• [Problem details]: How many of the lines below have the word "Avenida" in them? The answer is that number and nothing more.

• [Supplied data]:
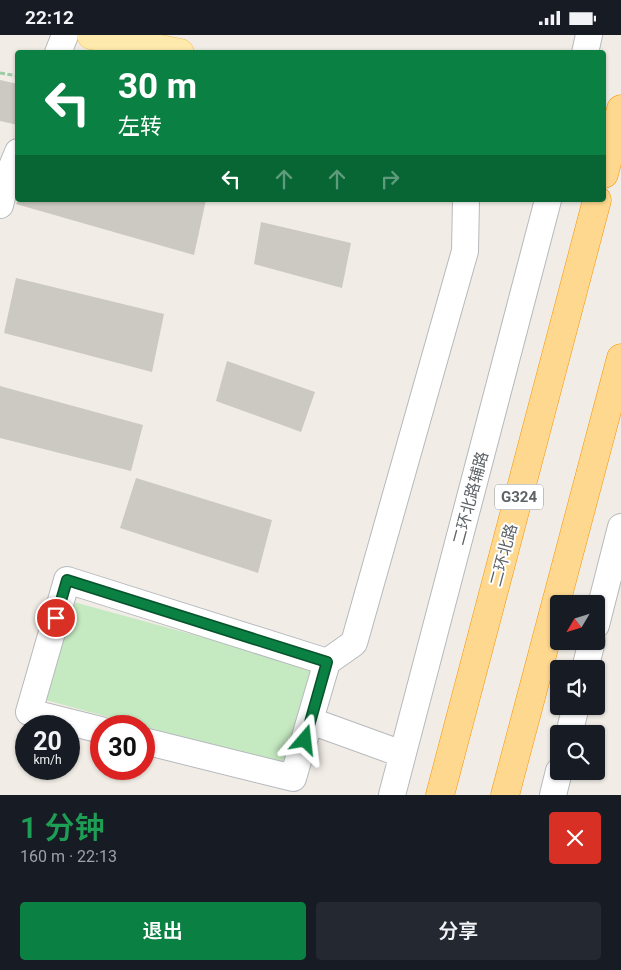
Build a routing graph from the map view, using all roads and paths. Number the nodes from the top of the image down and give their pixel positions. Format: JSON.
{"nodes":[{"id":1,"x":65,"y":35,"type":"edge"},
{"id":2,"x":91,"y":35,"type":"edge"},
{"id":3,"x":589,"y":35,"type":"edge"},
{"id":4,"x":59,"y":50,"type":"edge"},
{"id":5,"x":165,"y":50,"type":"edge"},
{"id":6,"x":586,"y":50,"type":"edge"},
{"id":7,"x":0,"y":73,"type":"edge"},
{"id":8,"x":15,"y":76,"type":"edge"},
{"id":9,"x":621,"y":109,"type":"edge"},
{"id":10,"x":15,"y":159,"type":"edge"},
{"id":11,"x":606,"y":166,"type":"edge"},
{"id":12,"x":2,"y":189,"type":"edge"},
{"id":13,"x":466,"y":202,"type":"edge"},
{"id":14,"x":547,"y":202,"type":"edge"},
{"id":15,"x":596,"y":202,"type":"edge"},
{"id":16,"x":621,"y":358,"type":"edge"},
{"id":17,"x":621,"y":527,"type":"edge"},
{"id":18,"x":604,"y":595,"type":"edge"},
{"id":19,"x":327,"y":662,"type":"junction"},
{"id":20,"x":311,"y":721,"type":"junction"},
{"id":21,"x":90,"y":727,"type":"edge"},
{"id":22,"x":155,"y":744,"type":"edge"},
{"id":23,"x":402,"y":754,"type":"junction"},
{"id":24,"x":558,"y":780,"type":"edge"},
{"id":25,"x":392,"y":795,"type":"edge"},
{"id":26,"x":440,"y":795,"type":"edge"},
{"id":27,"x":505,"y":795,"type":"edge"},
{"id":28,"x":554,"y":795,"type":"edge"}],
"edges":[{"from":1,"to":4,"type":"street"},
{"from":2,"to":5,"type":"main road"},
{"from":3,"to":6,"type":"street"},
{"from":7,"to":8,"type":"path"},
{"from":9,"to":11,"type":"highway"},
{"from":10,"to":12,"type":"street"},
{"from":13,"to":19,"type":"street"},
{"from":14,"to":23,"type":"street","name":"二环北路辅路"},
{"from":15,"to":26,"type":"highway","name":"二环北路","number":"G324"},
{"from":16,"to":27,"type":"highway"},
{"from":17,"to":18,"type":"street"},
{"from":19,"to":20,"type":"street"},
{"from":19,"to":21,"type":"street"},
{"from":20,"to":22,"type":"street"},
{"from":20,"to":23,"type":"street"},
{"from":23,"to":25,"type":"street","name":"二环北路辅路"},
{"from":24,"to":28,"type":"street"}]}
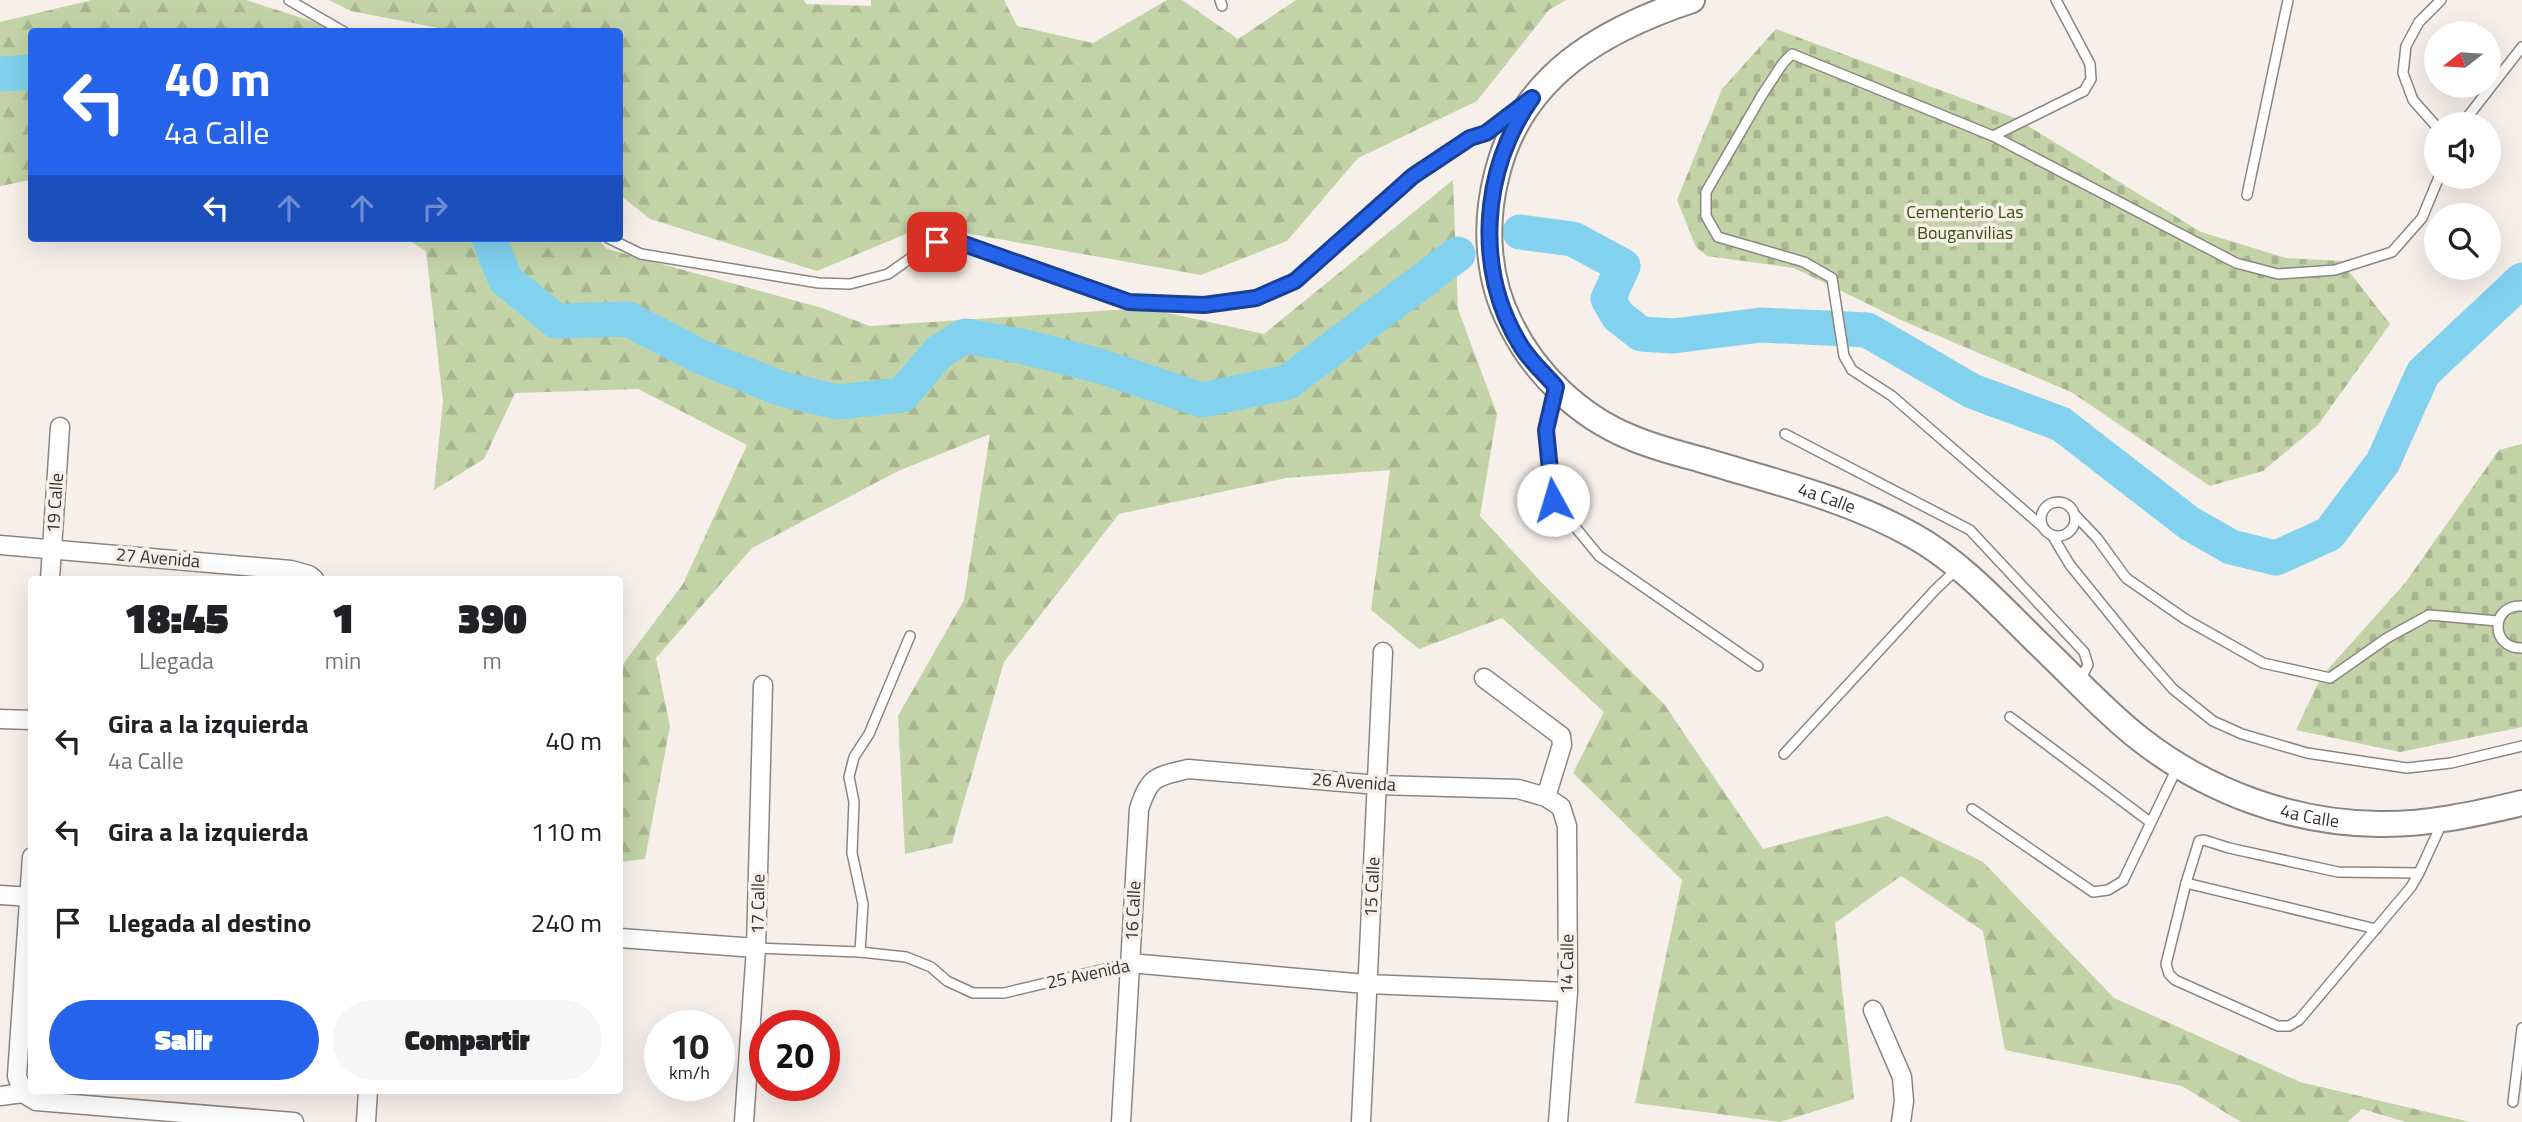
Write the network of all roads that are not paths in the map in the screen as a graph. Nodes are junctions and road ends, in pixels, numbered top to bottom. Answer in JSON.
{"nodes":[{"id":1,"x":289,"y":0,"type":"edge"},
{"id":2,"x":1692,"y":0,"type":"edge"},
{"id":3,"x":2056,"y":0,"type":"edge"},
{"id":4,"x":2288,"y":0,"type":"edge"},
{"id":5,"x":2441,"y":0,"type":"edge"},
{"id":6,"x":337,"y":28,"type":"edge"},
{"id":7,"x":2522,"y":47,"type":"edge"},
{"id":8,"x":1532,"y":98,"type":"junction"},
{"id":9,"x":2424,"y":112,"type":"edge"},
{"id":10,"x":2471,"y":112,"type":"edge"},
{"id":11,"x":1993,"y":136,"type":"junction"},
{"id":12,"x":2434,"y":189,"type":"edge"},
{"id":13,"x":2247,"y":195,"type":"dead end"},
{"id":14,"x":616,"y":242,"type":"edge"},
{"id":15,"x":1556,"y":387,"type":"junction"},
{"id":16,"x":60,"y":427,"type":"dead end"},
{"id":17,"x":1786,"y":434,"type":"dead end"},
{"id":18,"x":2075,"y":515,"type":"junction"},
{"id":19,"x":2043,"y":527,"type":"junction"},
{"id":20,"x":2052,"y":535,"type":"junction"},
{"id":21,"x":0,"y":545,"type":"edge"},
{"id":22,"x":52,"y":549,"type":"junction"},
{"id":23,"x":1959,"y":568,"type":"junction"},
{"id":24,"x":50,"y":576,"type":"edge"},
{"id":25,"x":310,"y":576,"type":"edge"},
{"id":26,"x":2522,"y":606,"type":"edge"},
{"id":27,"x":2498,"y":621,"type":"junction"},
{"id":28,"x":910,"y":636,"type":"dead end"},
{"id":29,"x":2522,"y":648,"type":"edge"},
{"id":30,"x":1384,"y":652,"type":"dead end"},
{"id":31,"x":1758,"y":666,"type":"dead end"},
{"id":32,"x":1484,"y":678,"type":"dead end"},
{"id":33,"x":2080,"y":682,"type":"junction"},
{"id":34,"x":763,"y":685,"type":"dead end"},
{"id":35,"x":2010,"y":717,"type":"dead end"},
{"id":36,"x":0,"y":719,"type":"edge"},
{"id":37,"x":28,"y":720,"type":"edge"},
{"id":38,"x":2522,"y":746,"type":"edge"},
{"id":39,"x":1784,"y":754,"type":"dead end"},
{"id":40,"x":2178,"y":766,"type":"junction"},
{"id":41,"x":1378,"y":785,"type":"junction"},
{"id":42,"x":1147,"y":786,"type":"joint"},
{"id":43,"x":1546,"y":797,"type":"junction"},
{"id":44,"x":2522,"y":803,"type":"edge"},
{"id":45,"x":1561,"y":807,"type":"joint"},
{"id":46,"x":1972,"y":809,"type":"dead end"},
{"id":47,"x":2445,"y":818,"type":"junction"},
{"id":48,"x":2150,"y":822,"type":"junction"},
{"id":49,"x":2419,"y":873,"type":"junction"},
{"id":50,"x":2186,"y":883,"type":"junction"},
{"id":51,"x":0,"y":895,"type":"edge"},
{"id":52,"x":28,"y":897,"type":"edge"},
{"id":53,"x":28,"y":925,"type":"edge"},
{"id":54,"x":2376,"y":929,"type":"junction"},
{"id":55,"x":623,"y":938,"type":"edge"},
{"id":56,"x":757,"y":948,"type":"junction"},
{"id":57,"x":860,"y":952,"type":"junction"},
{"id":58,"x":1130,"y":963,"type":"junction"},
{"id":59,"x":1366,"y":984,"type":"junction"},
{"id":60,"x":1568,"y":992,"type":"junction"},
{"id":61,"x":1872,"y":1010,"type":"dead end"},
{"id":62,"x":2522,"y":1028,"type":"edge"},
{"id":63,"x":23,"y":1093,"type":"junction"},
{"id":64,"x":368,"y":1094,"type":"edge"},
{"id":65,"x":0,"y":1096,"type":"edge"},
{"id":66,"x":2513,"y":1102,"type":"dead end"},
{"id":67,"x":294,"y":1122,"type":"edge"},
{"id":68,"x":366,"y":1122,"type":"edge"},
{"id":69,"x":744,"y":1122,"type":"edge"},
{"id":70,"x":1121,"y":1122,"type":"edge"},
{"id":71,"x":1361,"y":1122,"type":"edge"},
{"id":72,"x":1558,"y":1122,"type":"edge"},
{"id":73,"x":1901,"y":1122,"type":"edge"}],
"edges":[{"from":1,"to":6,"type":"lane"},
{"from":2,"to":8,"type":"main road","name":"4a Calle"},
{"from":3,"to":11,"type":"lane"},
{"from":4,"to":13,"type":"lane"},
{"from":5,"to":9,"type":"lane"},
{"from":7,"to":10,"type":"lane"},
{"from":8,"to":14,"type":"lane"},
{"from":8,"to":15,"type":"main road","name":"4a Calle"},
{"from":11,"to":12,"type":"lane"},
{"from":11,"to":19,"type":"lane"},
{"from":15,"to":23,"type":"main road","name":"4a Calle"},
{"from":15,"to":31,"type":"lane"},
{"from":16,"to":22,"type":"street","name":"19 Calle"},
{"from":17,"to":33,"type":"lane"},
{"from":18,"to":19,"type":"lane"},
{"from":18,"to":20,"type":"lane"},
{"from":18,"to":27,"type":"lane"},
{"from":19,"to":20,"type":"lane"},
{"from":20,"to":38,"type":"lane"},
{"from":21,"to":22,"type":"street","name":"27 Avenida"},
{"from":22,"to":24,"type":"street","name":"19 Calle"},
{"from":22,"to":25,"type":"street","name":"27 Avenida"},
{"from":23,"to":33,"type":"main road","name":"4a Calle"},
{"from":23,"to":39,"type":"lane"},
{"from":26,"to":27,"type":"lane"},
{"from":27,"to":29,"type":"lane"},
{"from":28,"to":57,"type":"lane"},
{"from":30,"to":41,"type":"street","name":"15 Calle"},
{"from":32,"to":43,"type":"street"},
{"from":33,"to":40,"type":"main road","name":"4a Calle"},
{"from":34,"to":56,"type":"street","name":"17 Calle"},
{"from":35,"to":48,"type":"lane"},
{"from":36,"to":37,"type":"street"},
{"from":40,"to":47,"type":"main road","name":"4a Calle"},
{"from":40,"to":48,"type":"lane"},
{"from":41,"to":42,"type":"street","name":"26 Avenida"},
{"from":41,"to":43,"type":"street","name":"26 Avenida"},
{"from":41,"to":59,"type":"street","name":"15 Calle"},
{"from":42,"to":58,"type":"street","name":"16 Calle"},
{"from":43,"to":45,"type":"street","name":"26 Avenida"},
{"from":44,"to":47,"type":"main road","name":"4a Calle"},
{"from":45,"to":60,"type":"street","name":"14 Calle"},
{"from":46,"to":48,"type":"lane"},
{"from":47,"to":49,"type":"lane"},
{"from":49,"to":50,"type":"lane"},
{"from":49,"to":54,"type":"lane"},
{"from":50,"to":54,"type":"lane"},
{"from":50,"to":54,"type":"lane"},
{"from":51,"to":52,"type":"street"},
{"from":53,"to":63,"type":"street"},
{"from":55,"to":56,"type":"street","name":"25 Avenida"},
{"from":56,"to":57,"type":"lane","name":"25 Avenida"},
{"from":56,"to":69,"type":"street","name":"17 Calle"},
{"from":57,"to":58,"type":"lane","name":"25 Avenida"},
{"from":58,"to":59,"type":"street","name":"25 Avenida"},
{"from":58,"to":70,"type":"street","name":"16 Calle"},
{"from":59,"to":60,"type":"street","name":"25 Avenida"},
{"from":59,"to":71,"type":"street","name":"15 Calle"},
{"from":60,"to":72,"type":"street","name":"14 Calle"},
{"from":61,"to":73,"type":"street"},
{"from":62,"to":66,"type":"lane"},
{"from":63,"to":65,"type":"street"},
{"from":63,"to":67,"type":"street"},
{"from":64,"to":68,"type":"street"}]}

• [Result for this exercise]: 10